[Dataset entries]
[Start of Attachment]
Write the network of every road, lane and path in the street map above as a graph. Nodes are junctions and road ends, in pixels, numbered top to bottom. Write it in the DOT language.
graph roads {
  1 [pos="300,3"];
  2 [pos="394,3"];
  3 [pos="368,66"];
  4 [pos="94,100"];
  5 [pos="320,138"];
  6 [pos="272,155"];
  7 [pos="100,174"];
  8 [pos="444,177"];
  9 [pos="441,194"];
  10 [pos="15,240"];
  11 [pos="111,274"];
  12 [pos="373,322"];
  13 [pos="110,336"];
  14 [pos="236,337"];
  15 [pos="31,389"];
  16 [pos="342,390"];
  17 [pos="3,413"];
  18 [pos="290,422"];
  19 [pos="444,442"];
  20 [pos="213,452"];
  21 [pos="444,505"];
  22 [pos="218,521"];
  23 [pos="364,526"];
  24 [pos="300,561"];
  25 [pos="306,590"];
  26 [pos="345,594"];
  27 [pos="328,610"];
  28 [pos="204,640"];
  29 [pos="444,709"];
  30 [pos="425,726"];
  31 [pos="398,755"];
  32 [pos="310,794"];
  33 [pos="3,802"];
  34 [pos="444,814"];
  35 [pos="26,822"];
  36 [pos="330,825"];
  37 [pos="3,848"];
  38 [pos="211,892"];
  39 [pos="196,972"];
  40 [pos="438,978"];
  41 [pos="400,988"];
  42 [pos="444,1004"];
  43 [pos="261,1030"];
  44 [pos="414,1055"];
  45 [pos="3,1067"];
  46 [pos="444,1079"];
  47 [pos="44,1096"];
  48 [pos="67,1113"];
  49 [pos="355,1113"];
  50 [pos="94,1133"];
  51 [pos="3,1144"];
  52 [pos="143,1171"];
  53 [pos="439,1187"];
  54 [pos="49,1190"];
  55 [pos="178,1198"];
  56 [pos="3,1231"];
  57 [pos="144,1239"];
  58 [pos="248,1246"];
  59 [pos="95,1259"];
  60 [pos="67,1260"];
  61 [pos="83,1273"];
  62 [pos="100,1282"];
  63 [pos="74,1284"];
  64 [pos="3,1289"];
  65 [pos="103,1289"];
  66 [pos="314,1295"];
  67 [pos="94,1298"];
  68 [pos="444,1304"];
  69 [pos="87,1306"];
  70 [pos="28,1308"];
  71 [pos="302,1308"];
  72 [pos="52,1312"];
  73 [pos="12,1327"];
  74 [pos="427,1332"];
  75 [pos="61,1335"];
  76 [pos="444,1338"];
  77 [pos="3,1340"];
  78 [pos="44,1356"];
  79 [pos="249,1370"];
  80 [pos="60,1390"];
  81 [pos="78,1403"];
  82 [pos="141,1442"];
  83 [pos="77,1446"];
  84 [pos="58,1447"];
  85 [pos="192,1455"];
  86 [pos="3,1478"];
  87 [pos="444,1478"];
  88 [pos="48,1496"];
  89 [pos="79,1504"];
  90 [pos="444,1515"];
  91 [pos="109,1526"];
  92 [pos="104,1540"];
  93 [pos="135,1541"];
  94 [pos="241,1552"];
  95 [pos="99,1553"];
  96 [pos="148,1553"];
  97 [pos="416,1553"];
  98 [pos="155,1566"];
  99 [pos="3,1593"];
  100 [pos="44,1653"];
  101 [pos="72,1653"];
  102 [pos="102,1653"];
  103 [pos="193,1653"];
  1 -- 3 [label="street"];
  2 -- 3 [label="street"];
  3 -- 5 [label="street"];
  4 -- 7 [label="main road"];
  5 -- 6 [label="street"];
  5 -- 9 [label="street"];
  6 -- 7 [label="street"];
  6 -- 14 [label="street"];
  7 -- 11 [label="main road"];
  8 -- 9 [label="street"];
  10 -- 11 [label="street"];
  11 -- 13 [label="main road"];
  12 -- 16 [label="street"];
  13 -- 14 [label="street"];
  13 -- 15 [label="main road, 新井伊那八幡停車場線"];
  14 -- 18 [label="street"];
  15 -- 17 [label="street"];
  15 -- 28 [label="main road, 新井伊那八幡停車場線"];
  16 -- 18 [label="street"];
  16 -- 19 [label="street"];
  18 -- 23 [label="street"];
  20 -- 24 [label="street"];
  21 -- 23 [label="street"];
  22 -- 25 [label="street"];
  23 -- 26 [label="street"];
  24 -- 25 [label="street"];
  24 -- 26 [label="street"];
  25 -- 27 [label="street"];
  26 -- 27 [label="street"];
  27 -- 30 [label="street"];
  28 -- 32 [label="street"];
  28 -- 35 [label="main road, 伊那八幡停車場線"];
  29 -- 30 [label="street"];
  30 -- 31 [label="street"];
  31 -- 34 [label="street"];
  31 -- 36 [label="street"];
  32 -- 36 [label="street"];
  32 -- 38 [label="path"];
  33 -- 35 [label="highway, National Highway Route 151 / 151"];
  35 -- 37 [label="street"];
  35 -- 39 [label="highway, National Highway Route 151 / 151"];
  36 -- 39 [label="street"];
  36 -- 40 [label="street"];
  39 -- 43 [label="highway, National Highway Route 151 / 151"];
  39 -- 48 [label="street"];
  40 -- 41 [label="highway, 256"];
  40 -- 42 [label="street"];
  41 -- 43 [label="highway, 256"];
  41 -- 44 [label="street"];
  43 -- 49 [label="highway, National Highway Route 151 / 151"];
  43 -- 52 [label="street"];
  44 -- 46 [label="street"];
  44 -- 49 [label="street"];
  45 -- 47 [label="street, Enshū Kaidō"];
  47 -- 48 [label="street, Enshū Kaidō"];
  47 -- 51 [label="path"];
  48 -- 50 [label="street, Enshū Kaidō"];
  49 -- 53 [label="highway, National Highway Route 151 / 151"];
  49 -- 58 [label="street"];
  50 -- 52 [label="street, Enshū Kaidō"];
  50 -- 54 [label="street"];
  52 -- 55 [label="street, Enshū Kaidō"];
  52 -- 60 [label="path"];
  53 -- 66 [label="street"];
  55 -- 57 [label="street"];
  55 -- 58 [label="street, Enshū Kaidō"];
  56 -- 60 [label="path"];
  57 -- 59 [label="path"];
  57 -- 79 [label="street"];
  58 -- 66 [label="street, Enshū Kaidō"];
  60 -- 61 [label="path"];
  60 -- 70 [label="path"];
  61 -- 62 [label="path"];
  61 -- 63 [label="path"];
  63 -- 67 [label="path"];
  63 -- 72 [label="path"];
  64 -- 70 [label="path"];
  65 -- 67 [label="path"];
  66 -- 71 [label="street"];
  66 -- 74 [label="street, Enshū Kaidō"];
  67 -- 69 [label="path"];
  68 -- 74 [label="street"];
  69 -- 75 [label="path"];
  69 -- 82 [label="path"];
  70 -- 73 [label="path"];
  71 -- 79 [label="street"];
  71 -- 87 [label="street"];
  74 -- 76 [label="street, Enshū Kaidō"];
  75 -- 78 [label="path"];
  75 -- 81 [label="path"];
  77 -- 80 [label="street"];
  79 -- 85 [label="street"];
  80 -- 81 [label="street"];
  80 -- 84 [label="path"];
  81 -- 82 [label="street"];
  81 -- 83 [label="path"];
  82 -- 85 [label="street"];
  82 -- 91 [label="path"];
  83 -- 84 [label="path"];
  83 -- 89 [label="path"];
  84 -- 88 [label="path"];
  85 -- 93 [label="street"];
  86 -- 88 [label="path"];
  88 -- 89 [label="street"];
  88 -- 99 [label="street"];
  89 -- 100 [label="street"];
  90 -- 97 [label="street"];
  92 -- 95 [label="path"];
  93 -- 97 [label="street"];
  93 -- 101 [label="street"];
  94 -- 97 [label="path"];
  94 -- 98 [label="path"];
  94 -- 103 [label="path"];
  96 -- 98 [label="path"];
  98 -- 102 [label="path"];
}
[End of Attachment]
- **WHAT IS BEING ASKED**: Filter the records above for "Enshū" and copy every matching line.

- **EXPECTED ANSWER**:
  45 -- 47 [label="street, Enshū Kaidō"];
  47 -- 48 [label="street, Enshū Kaidō"];
  48 -- 50 [label="street, Enshū Kaidō"];
  50 -- 52 [label="street, Enshū Kaidō"];
  52 -- 55 [label="street, Enshū Kaidō"];
  55 -- 58 [label="street, Enshū Kaidō"];
  58 -- 66 [label="street, Enshū Kaidō"];
  66 -- 74 [label="street, Enshū Kaidō"];
  74 -- 76 [label="street, Enshū Kaidō"];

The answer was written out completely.